- [Directions]: All lines containing the string "points" must be copied from the entries.

- [Data to use]:
[Start of section]

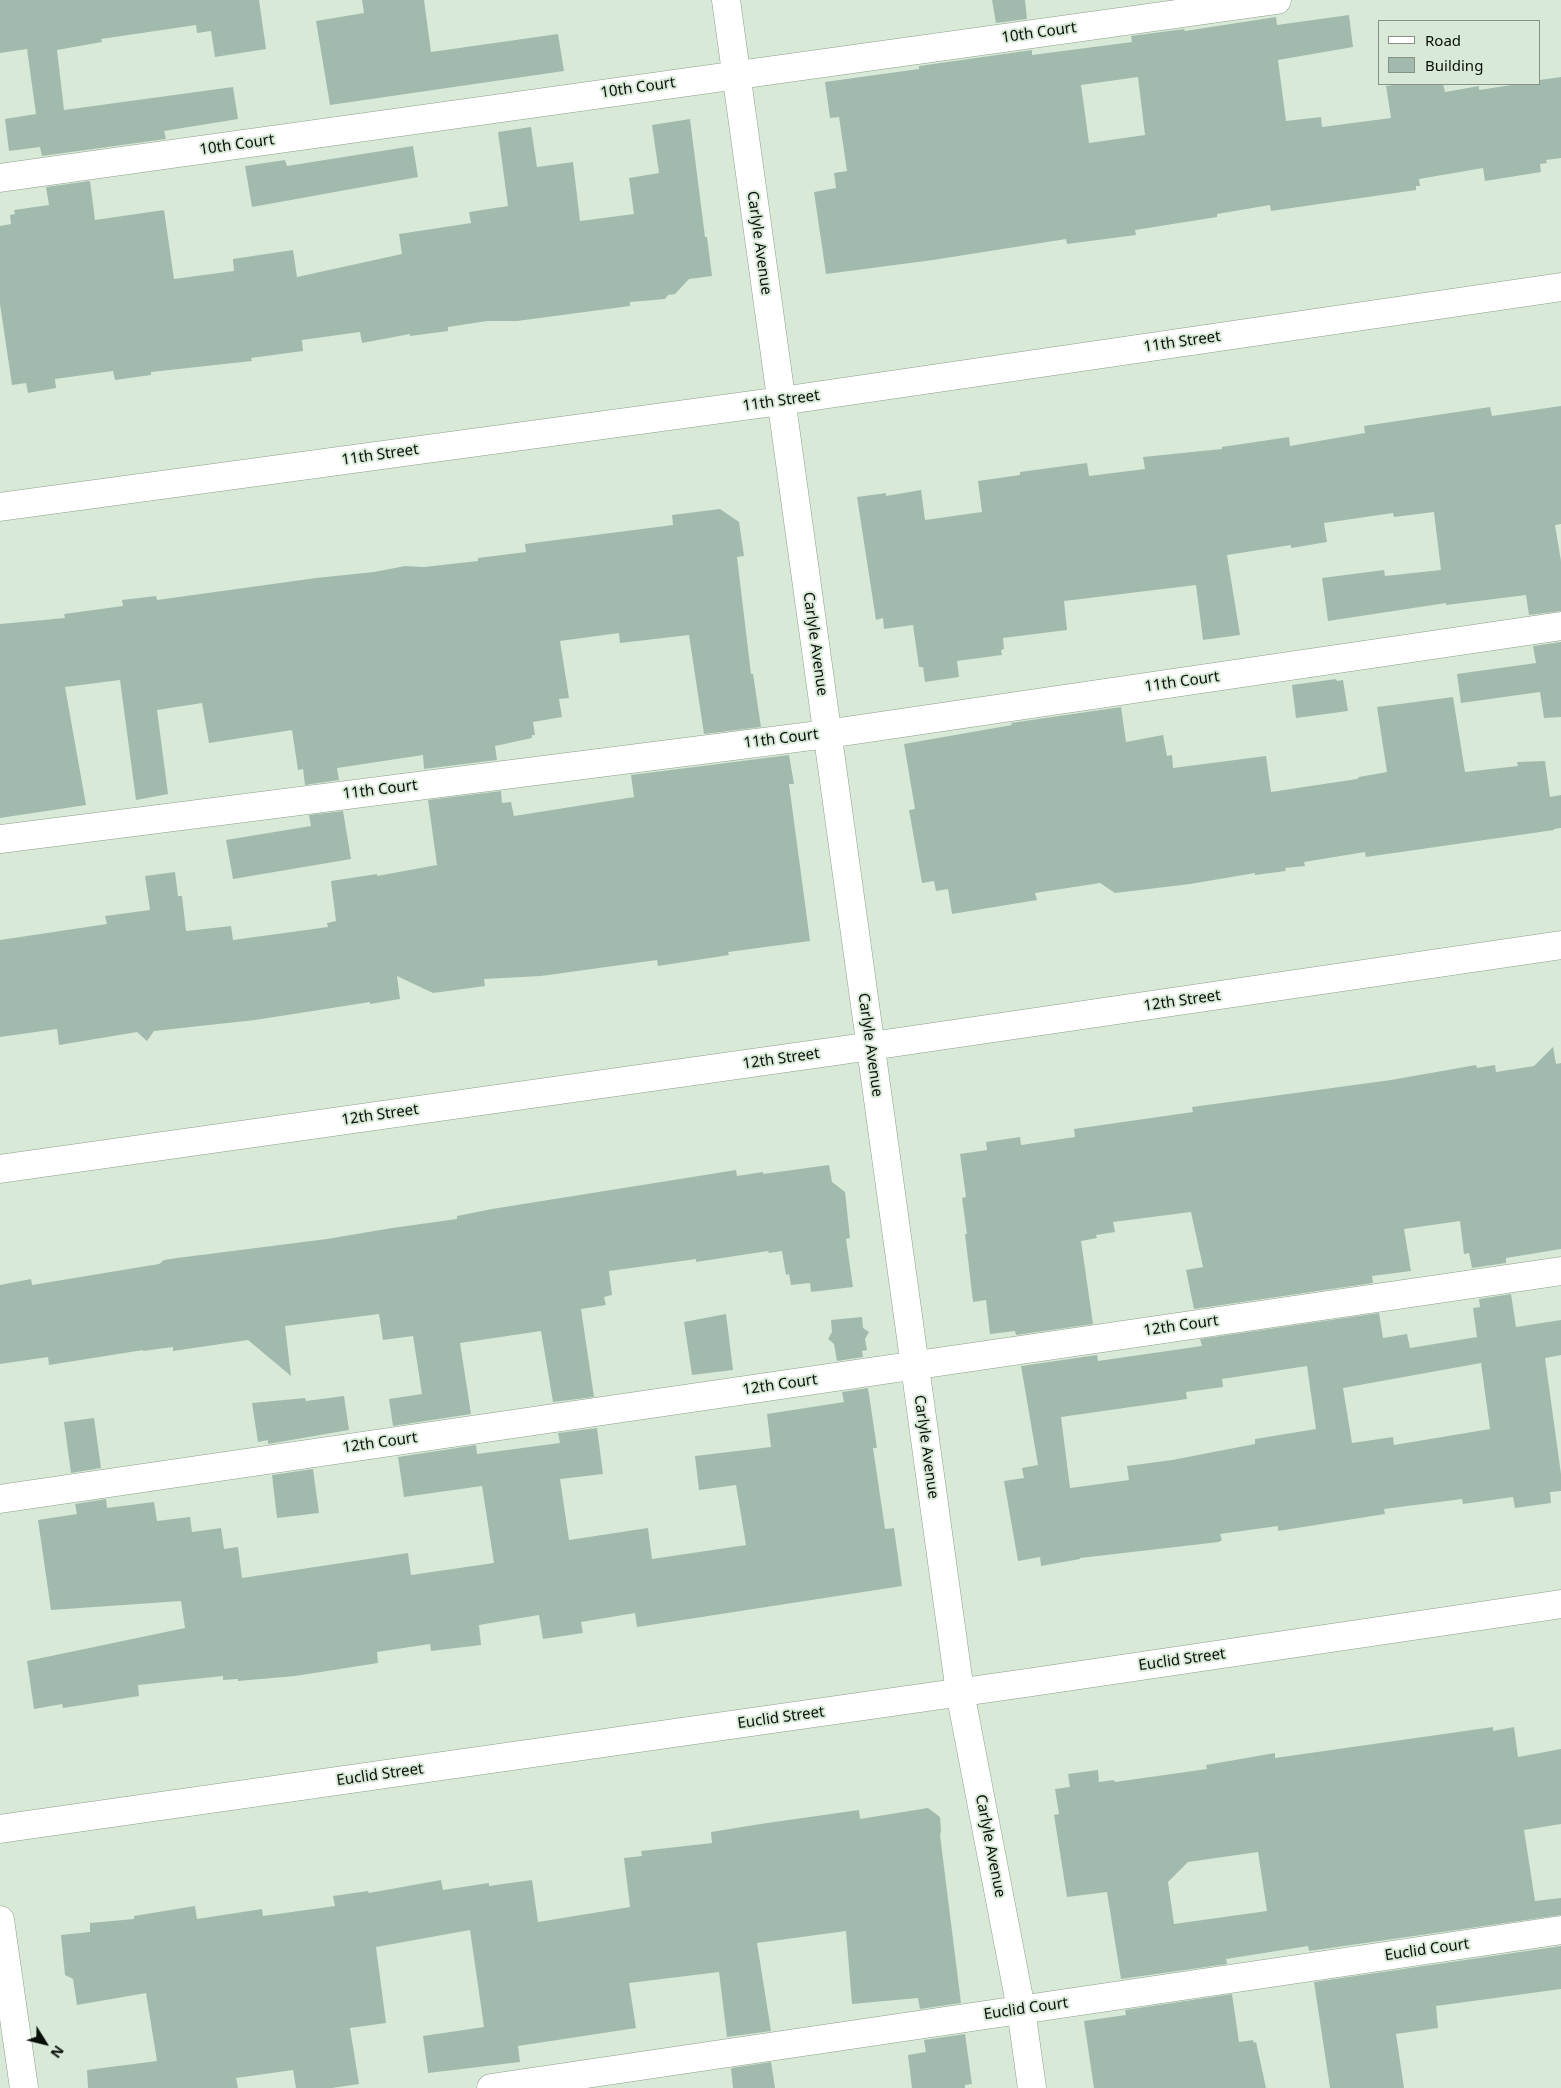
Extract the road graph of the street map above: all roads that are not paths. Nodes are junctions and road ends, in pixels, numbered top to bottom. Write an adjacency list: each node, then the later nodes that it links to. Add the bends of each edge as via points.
1 (726, 0): 3 (street, Carlyle Avenue)
2 (1277, 0): 3 (street, 10th Court)
3 (736, 74): 4 (street, 10th Court); 6 (street, Carlyle Avenue)
4 (0, 178)
5 (1561, 287): 6 (street, 11th Street)
6 (781, 401): 7 (street, 11th Street); 9 (street, Carlyle Avenue)
7 (0, 507)
8 (1561, 626): 9 (street, 11th Court)
9 (827, 734): 10 (street, 11th Court); 12 (street, Carlyle Avenue)
10 (0, 839)
11 (1561, 945): 12 (street, 12th Street)
12 (870, 1045): 13 (street, 12th Street); 15 (street, Carlyle Avenue)
13 (0, 1169)
14 (1561, 1271): 15 (street, 12th Court)
15 (915, 1365): 16 (street, 12th Court); 18 (street, Carlyle Avenue)
16 (0, 1499)
17 (1561, 1604): 18 (street, Euclid Street)
18 (960, 1692): 19 (street, Euclid Street); 22 (street, Carlyle Avenue)
19 (0, 1829)
20 (0, 1920): 23 (street)
21 (1561, 1930): 22 (street, Euclid Court)
22 (1021, 2009): 24 (street, Euclid Court); 25 (street, Carlyle Avenue)
23 (24, 2088)
24 (491, 2088)
25 (1032, 2088)

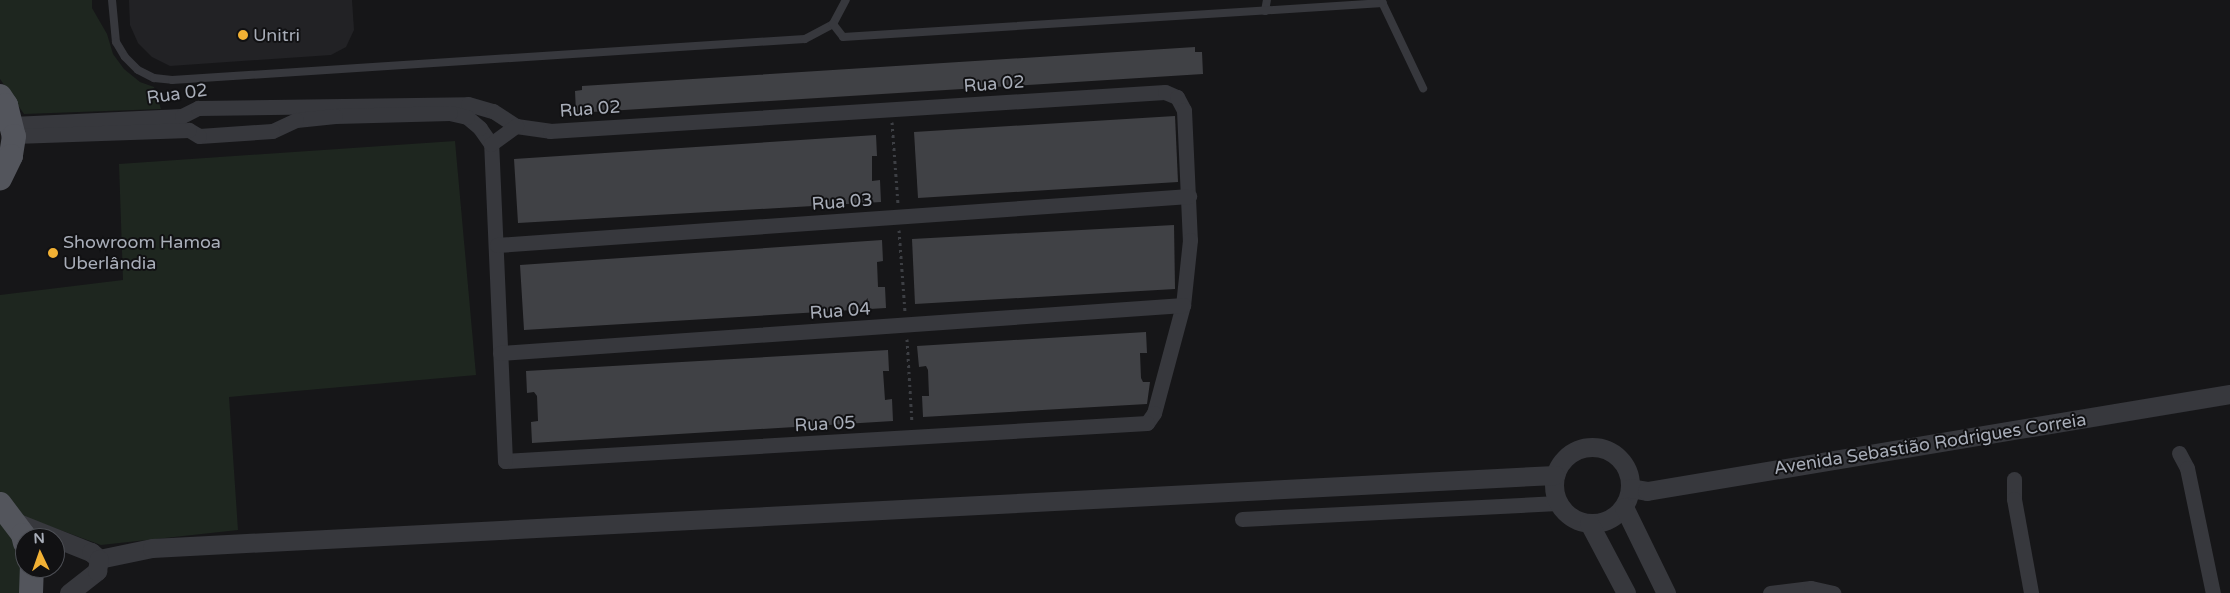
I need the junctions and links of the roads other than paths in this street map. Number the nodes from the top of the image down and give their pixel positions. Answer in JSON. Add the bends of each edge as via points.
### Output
{"nodes":[{"id":1,"x":112,"y":0,"type":"edge"},
{"id":2,"x":846,"y":0,"type":"edge"},
{"id":3,"x":1267,"y":0,"type":"edge"},
{"id":4,"x":1382,"y":2,"type":"edge"},
{"id":5,"x":1265,"y":11,"type":"junction"},
{"id":6,"x":833,"y":24,"type":"junction"},
{"id":7,"x":1423,"y":88,"type":"dead end"},
{"id":8,"x":0,"y":96,"type":"edge"},
{"id":9,"x":493,"y":111,"type":"junction"},
{"id":10,"x":516,"y":126,"type":"junction"},
{"id":11,"x":480,"y":128,"type":"junction"},
{"id":12,"x":13,"y":130,"type":"junction"},
{"id":13,"x":491,"y":144,"type":"junction"},
{"id":14,"x":0,"y":179,"type":"edge"},
{"id":15,"x":1189,"y":196,"type":"junction"},
{"id":16,"x":497,"y":245,"type":"junction"},
{"id":17,"x":1183,"y":305,"type":"junction"},
{"id":18,"x":500,"y":353,"type":"junction"},
{"id":19,"x":2230,"y":394,"type":"edge"},
{"id":20,"x":2178,"y":453,"type":"dead end"},
{"id":21,"x":1555,"y":475,"type":"junction"},
{"id":22,"x":2014,"y":479,"type":"dead end"},
{"id":23,"x":1630,"y":488,"type":"junction"},
{"id":24,"x":1558,"y":503,"type":"junction"},
{"id":25,"x":1624,"y":507,"type":"junction"},
{"id":26,"x":6,"y":513,"type":"edge"},
{"id":27,"x":1242,"y":519,"type":"dead end"},
{"id":28,"x":1589,"y":523,"type":"junction"},
{"id":29,"x":15,"y":528,"type":"edge"},
{"id":30,"x":99,"y":559,"type":"junction"},
{"id":31,"x":32,"y":578,"type":"edge"},
{"id":32,"x":31,"y":593,"type":"edge"},
{"id":33,"x":69,"y":593,"type":"edge"},
{"id":34,"x":1626,"y":593,"type":"edge"},
{"id":35,"x":1666,"y":593,"type":"edge"},
{"id":36,"x":1770,"y":593,"type":"edge"},
{"id":37,"x":1834,"y":593,"type":"edge"},
{"id":38,"x":2031,"y":593,"type":"edge"},
{"id":39,"x":2213,"y":593,"type":"edge"}],
"edges":[{"from":1,"to":6,"type":"lane","via":[[116,42],[125,57],[138,70],[154,78],[172,80],[805,39]]},
{"from":2,"to":6,"type":"lane"},
{"from":3,"to":5,"type":"lane"},
{"from":4,"to":5,"type":"lane"},
{"from":4,"to":7,"type":"lane"},
{"from":5,"to":6,"type":"lane","via":[[843,37]]},
{"from":8,"to":12,"type":"main road"},
{"from":9,"to":10,"type":"street","name":"Rua 02"},
{"from":9,"to":11,"type":"street"},
{"from":9,"to":12,"type":"street","name":"Rua 02","via":[[468,104],[198,108],[182,116]]},
{"from":10,"to":13,"type":"street"},
{"from":10,"to":15,"type":"street","name":"Rua 02","via":[[550,131],[1166,92],[1177,97],[1184,110]]},
{"from":11,"to":12,"type":"street","via":[[467,117],[450,113],[325,117],[296,120],[272,131],[199,136],[189,130]]},
{"from":11,"to":13,"type":"street"},
{"from":12,"to":14,"type":"main road","via":[[11,156]]},
{"from":13,"to":16,"type":"street"},
{"from":15,"to":16,"type":"street","name":"Rua 03"},
{"from":15,"to":17,"type":"street","via":[[1190,240]]},
{"from":16,"to":18,"type":"street"},
{"from":17,"to":18,"type":"street","name":"Rua 04"},
{"from":17,"to":18,"type":"street","name":"Rua 05","via":[[1154,413],[1147,423],[505,461]]},
{"from":19,"to":23,"type":"street","name":"Avenida Sebastião Rodrigues Correia","via":[[1647,491]]},
{"from":20,"to":39,"type":"street","via":[[2187,468]]},
{"from":21,"to":23,"type":"street","via":[[1565,458],[1574,452],[1583,448],[1603,449],[1621,460],[1630,478]]},
{"from":21,"to":24,"type":"street"},
{"from":21,"to":30,"type":"street","via":[[152,548]]},
{"from":22,"to":38,"type":"street","via":[[2014,499]]},
{"from":23,"to":25,"type":"street"},
{"from":24,"to":27,"type":"street"},
{"from":24,"to":28,"type":"street","via":[[1571,517]]},
{"from":25,"to":28,"type":"street","via":[[1608,520]]},
{"from":25,"to":35,"type":"street"},
{"from":26,"to":29,"type":"main road"},
{"from":26,"to":30,"type":"street","via":[[91,552]]},
{"from":28,"to":34,"type":"street"},
{"from":30,"to":33,"type":"street","via":[[97,571]]},
{"from":31,"to":32,"type":"main road"},
{"from":36,"to":37,"type":"street","via":[[1811,588]]}]}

[End of section]

- [Finished exercise]:
Extract the road graph of the street map above: all roads that are not paths. Nodes are junctions and road ends, in pixels, numbered top to bottom. Write an adjacency list: each node, then the later nodes that it links to. Add the bends of each edge as via points.
I need the junctions and links of the roads other than paths in this street map. Number the nodes from the top of the image down and give their pixel positions. Answer in JSON. Add the bends of each edge as via points.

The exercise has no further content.